Sources in the Sherrill camp explained this is an outgrowth of a campaign in which she talked about bipartisanship and fiscal discipline. Moreover, the Blue Dogs will not be the only caucus the congresswoman joins.
Sherrill put it this way in a statement.
“I am committed to building broad coalitions that are going to work to address the issues facing North Jersey – from crumbling infrastructure to the state and local tax deduction, to lowering the cost of healthcare. I want to bring to the forefront the best and brightest ideas that will move smart legislation forward. That means hearing
from many groups in the Democratic Party – including New Dems, Blue Dogs and Progressives. Listening to each other is something I ran on and that won’t stop when I take the oath of office on Jan. 3.”

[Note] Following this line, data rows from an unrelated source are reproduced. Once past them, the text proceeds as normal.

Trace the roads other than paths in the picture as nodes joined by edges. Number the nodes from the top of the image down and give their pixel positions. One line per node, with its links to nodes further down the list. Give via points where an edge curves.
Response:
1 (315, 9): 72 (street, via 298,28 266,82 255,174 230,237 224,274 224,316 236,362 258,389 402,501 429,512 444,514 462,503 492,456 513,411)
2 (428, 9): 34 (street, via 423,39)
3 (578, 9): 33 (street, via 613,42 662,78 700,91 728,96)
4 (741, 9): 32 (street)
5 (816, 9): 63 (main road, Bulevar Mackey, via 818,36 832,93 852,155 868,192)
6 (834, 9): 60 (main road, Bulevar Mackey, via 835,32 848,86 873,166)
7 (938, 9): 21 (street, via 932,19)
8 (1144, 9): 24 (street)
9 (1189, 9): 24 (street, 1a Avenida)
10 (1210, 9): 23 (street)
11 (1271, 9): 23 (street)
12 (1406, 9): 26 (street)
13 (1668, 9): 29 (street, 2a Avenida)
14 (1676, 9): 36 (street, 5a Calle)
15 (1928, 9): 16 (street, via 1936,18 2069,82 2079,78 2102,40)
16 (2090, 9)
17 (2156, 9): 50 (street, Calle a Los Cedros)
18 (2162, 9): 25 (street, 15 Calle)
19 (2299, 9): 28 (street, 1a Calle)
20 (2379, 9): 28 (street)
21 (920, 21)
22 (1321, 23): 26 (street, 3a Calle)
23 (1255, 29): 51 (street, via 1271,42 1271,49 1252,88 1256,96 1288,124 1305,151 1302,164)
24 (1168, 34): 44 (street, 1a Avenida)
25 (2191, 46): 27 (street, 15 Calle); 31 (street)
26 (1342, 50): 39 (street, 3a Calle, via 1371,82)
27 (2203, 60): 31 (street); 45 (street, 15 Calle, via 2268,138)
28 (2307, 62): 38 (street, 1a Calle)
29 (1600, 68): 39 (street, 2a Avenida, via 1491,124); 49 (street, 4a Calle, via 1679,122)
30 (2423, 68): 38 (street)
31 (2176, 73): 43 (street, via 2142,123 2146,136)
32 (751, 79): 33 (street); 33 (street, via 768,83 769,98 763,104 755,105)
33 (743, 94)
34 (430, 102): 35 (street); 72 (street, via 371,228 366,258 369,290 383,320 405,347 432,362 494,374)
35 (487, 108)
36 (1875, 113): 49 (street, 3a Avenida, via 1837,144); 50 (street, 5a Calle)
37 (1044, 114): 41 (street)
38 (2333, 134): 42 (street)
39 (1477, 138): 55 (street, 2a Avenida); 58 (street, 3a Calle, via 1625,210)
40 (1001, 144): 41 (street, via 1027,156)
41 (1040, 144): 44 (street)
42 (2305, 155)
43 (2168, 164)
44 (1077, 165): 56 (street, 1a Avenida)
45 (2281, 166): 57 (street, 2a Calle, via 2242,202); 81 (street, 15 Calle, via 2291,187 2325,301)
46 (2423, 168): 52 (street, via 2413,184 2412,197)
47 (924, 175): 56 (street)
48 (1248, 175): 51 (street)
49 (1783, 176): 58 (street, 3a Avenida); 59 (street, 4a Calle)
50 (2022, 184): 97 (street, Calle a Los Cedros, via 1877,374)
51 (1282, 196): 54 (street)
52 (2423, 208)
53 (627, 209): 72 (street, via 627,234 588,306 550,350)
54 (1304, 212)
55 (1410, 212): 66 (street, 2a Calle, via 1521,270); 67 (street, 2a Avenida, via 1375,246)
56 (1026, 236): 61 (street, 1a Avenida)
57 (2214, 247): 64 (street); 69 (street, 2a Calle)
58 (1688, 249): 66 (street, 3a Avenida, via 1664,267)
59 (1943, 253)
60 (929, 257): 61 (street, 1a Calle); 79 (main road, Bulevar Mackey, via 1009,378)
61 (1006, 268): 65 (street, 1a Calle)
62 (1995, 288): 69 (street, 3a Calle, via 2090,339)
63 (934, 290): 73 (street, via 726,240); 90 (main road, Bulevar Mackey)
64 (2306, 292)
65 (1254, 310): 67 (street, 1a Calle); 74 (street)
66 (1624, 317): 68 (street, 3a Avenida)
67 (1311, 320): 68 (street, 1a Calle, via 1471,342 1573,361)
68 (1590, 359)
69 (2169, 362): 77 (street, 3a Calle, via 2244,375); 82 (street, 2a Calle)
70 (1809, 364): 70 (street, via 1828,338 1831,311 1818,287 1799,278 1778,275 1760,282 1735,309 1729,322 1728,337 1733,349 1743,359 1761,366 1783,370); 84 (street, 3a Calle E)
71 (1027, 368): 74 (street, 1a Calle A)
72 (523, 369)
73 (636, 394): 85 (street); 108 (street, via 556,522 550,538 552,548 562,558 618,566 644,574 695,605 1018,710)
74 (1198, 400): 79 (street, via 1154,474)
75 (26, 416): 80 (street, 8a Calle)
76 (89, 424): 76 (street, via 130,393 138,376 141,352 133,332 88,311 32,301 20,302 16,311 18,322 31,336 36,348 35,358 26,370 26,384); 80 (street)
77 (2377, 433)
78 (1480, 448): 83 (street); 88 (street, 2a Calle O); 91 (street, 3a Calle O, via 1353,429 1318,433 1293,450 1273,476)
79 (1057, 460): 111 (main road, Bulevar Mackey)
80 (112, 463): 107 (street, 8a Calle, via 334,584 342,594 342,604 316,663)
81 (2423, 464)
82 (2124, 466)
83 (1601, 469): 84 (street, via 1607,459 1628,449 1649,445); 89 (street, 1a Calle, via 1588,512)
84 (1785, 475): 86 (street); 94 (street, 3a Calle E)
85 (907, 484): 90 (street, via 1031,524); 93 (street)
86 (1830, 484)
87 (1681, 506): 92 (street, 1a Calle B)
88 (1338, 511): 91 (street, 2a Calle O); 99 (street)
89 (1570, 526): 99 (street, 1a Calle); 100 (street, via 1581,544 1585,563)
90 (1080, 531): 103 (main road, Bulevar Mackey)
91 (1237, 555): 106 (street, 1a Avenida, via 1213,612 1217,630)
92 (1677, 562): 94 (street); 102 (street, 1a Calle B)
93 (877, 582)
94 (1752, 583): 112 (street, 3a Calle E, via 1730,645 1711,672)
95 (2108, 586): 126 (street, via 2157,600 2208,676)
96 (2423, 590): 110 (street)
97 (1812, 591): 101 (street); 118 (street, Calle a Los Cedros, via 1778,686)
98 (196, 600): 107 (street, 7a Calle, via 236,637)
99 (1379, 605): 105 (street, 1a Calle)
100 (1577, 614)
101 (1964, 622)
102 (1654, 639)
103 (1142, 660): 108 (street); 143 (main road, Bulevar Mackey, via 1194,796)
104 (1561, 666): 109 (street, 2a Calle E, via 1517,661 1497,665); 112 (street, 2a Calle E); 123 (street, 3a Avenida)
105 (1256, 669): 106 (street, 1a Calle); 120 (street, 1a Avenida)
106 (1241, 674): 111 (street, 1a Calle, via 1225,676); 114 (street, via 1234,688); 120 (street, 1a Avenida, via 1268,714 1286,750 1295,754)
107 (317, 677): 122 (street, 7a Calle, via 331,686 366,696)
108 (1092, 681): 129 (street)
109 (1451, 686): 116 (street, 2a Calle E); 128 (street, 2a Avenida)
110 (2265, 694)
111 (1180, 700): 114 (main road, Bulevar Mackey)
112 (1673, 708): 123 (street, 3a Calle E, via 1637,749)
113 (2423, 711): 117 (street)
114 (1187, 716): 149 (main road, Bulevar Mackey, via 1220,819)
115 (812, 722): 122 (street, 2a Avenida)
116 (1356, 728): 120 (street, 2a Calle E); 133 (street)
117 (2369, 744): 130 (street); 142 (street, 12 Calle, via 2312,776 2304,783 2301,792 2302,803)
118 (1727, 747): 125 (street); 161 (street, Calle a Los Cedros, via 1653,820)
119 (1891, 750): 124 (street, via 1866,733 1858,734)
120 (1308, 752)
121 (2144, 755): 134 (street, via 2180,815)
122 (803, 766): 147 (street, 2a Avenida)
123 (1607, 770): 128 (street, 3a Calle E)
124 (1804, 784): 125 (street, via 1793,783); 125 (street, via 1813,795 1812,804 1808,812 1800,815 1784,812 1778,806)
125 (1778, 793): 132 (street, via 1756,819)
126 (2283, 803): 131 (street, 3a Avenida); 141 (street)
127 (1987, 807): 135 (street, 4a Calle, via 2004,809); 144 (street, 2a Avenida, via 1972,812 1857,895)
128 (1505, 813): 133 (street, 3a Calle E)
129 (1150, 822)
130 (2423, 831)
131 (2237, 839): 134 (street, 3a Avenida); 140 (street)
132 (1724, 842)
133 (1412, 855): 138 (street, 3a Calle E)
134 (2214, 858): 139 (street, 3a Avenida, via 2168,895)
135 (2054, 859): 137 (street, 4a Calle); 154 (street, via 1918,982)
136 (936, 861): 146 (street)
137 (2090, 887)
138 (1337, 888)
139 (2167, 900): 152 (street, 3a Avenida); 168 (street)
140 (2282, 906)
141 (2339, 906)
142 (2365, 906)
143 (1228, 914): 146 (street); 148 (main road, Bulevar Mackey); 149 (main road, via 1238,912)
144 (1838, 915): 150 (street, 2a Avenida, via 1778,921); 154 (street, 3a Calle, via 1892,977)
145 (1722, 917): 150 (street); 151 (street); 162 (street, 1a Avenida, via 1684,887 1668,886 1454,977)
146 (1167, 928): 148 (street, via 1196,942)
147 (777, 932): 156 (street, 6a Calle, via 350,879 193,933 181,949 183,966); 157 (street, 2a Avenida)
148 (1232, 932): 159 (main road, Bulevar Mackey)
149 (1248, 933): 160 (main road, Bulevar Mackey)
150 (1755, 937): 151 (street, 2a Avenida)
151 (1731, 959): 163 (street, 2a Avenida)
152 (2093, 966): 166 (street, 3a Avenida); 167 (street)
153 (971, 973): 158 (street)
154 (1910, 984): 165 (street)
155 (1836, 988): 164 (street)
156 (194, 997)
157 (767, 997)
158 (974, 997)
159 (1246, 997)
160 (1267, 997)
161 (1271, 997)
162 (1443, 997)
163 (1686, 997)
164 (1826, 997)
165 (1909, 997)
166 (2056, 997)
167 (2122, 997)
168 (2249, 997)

One can probably make too much about a caucus within the largerDemocratic Party caucus, but there’s no denying the right wing drift of the Blue Dogs. The caucus was formed in 1995, but seems to have its roots in an old southern custom in which many would support a “yellowdog” as long as it was endorsed by the Democratic Party. The south, of course, in those days was solidly Democratic. These days, the Blue Dogs concentrate on policies that promote fiscal discipline.
What makes all of this interesting to observe is that in the recently-concluded campaign, Republican Jay Webber sought to portray Sherrill as a leftist radical who wanted to abolish ICE and promote Medicare for all.
Besides Sherrill, Congressman-elect Jeff Van Drew also will caucus with the Blue Dogs. But newly-elected Congressmen Tom Malinowski and Andy Kim will not.
A bigger issue for Sherrill, of course, is Nancy Pelosi, who wants to return to her previous job as Speaker of the House. Sherrill is on record as saying she will vote against Pelosi. She even had a TV commercial saying as much.
There is a closed caucus vote on Wednesday* in which Pelosi is assured of being the party’s choice for speaker. The real challenge for Pelosi critics will come Jan. 3 when the new Congress is sworn-in and when a speaker is officially selected.
Asked about Pelosi at a Democratic event Monday in Mendham Township, Sherrill noted that during the campaign she “made a commitment to the district.”